RICHMOND, Va. – Governor Ralph Northam spoke to News 3 Anchor Barbara Ciara on Tuesday and provided the latest updates on his health since the news of his COVID-19 diagnosis.
On Monday, Northam shared an update with Virginians via social media on his and the first lady's status.
Northam said he and his wife are continuing to make progress; however, the governor said he has developed mild cold-like symptoms. He said he has lost his sense of smell, but added that they are doing well.
Northam thanked Virginians again for their well wishes and says he continues to work daily.
Pearl and I are back with another update. Over the weekend, I developed some mild cold-like symptoms, but I am feeling good and continue to do the work of the Commonwealth.@FirstLadyVA and I are grateful to everyone for continuing to take #COVID19 seriously––let's keep it up. pic.twitter.com/4ev1X1uKkl— Ralph Northam (@GovernorVA) October 5, 2020
Barbara asked the governor to explain his reaction to how President Donald Trump has handled his COVID-19 diagnosis after telling Americans not to worry too much about it.
"Barbara, that's just the wrong message that this country needs to hear. This virus is serious; it's very contagious," Gov. Northam said. "You know, we've seen over 210,000 Americans lose their lives; 7 million have been affected by COVID. Just a total lack of empathy, Barbara, coming from Washington and my heart goes out to these individuals that have lost their lives, their family members. My heart goes out to people that have been impacted."
After the diagnosis, Northam explained how contact tracers have been working to figure out who may have been in close contact with him and his wife.
"The following morning, Barbara, they spoke with both Pam and me and also our staff members, and we counted up close to 65 individuals we had been in close contact with over the past few days prior to the diagnosis, and we've done a good job on the tracing and I think one of the things that is very telling of how we've handled this in Virginia, Barbara, is that none of those 65 people has tested positive," the governor explained.
Barbara also asked the governor what he thinks Virginians can learn from his and the first lady's experience.
"Well, [a] couple of things that they can learn, they can take my word that this is serious - it's nothing to play with. And then they can also take forward the message that wearing makes washing our hands keeping social distance. These things work," he said.
Gov.

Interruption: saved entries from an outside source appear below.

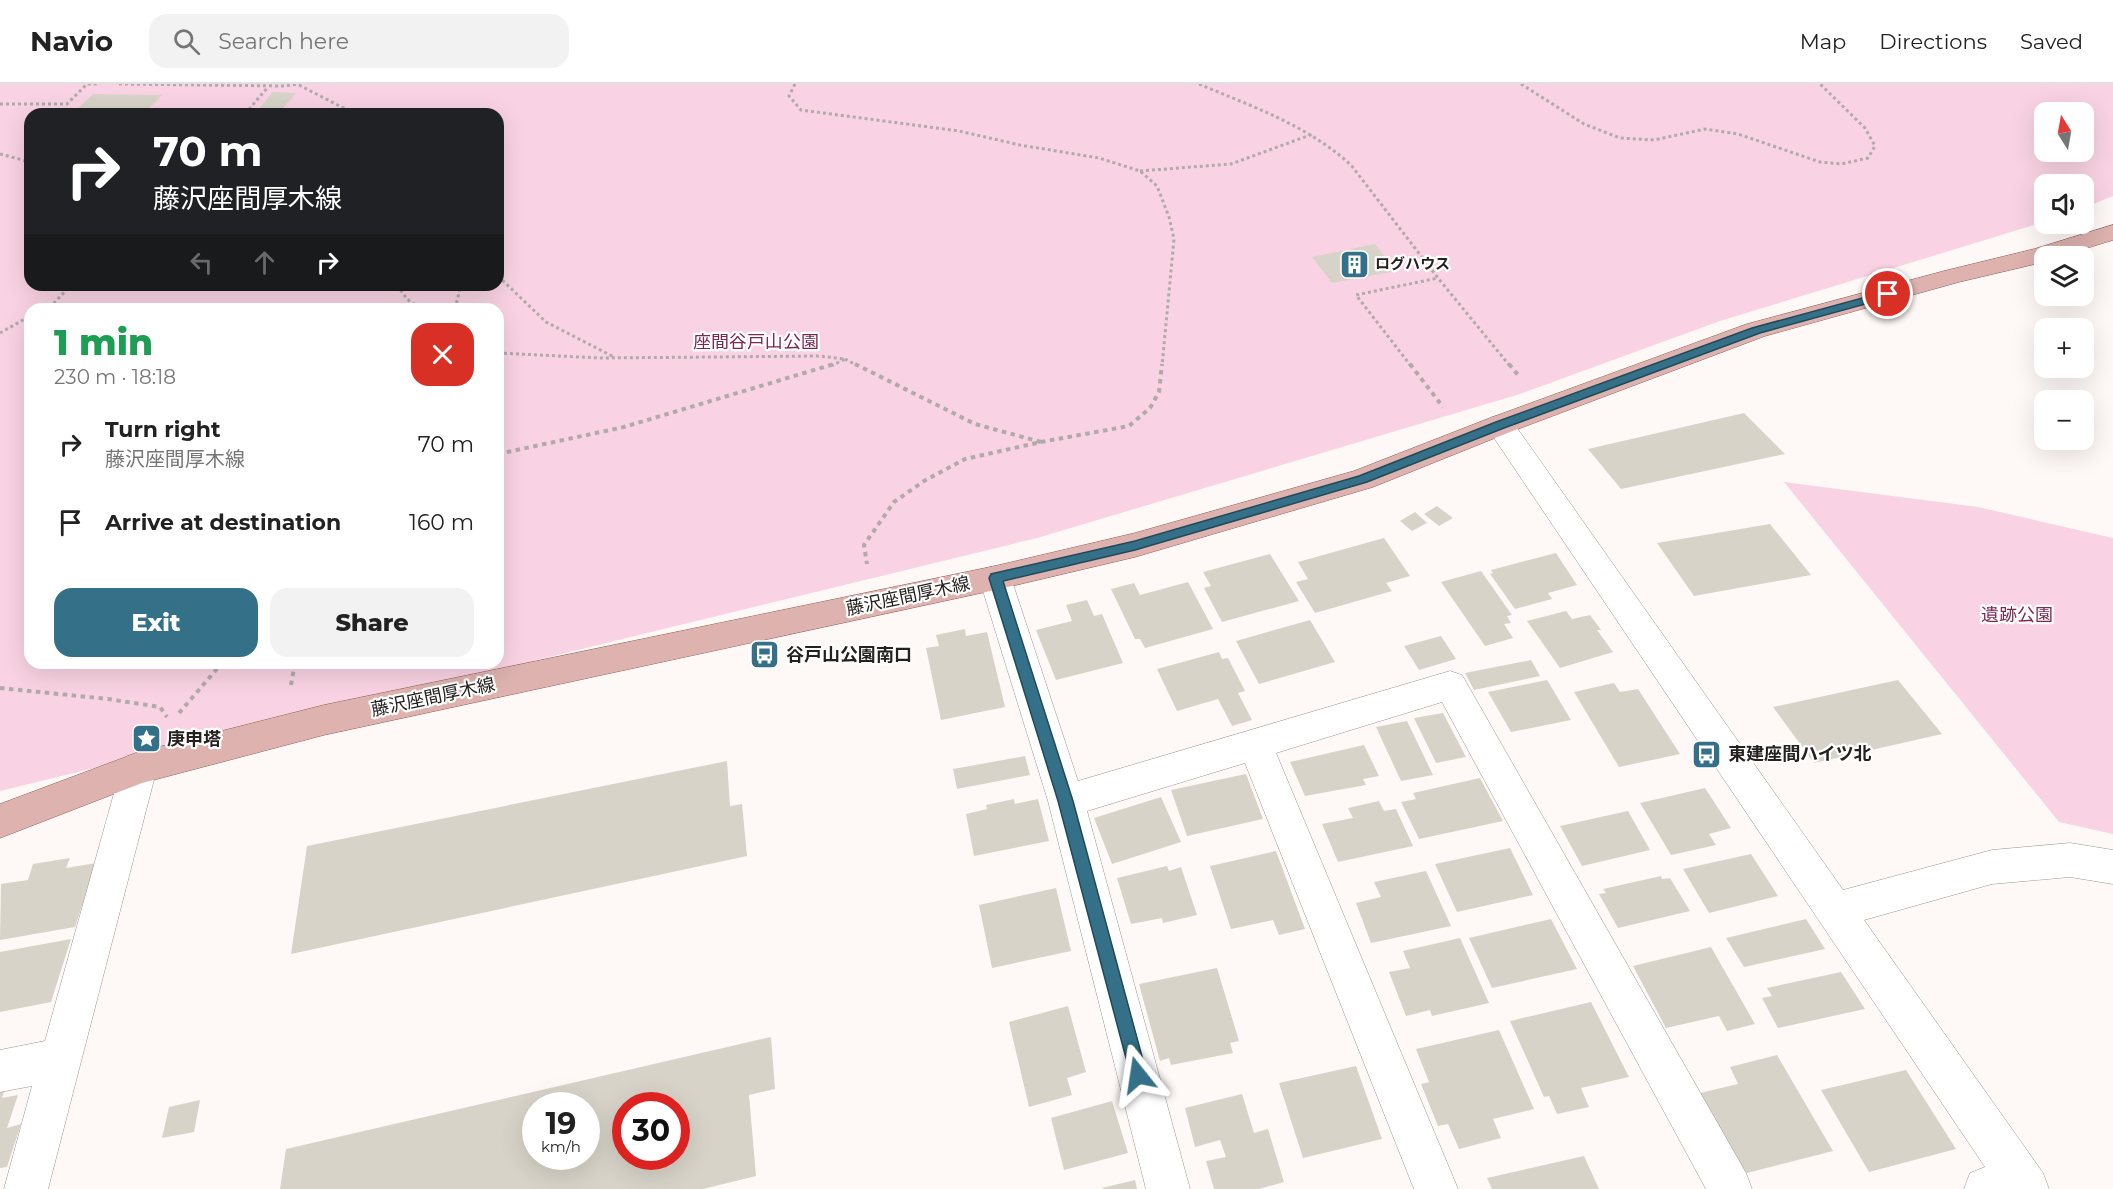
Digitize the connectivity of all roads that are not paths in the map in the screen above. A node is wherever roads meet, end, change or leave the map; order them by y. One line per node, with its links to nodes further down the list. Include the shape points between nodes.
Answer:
1 (2113, 232): 2 (main road, 藤沢座間厚木線, via 2041,255 1756,330)
2 (1495, 427): 3 (main road, 藤沢座間厚木線, via 1352,482 1135,546); 9 (street)
3 (995, 578): 5 (main road, 藤沢座間厚木線, via 324,720); 6 (street)
4 (1255, 745): 6 (street); 15 (street); 16 (street, via 1450,685)
5 (139, 768): 7 (main road, 藤沢座間厚木線); 10 (street)
6 (1066, 801): 14 (street)
7 (0, 821)
8 (2113, 867): 9 (street, via 2070,860 1992,867)
9 (1836, 910): 12 (street)
10 (61, 1059): 11 (street); 13 (street)
11 (0, 1071)
12 (2011, 1186)
13 (26, 1189)
14 (1168, 1189)
15 (1436, 1189)
16 (1730, 1189)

Northam and First Lady Pamela Northam tested positive for COVID-19 on September 25.
On September 23, they were notified that a member of the governor’s official residence staff, who works closely within the couple’s living quarters had developed symptoms and had tested positive for COVID-19.
Gov. Northam's staff tells News 3 that he is following standard public health guidelines for a person with a positive COVID-19 test who is not immunocompromised and has mild, not severe, illness.
The Virginia Department of Health recommends that a person with COVID-19 be released from isolation based on a “time-based” or “symptom-based” strategy. A helpful VDH infographic can be found at this link.
For a person who never experiences symptoms, the time-based strategy is recommended. In this strategy, if a person tests positive for COVID-19, never had any symptoms, and is directed to care for themselves at home, the person can be released from isolation if:
- At least 10 days have passed since the date of the first positive COVID-19 diagnostic test.
- The person continues to have no symptoms after testing.
Reports say the time-based strategy was recommended for Gov. Northam, however, because the Governor later developed symptoms, a symptom-based strategy is now recommended.
The symptom-based strategy allows the person with symptoms who is caring for themselves at home to be released from isolation after these 3 things have happened:
- At least 10 days have passed since symptoms first appeared.
- At least 24 hours with no fever without fever-reducing medication.
- Other symptoms have improved. (Loss of taste or smell can persist for weeks to months and should not delay release from isolation.)
The Governor will continue to work closely with the Commissioner of Health and the local health department to monitor his symptoms, per the strategies outlined above.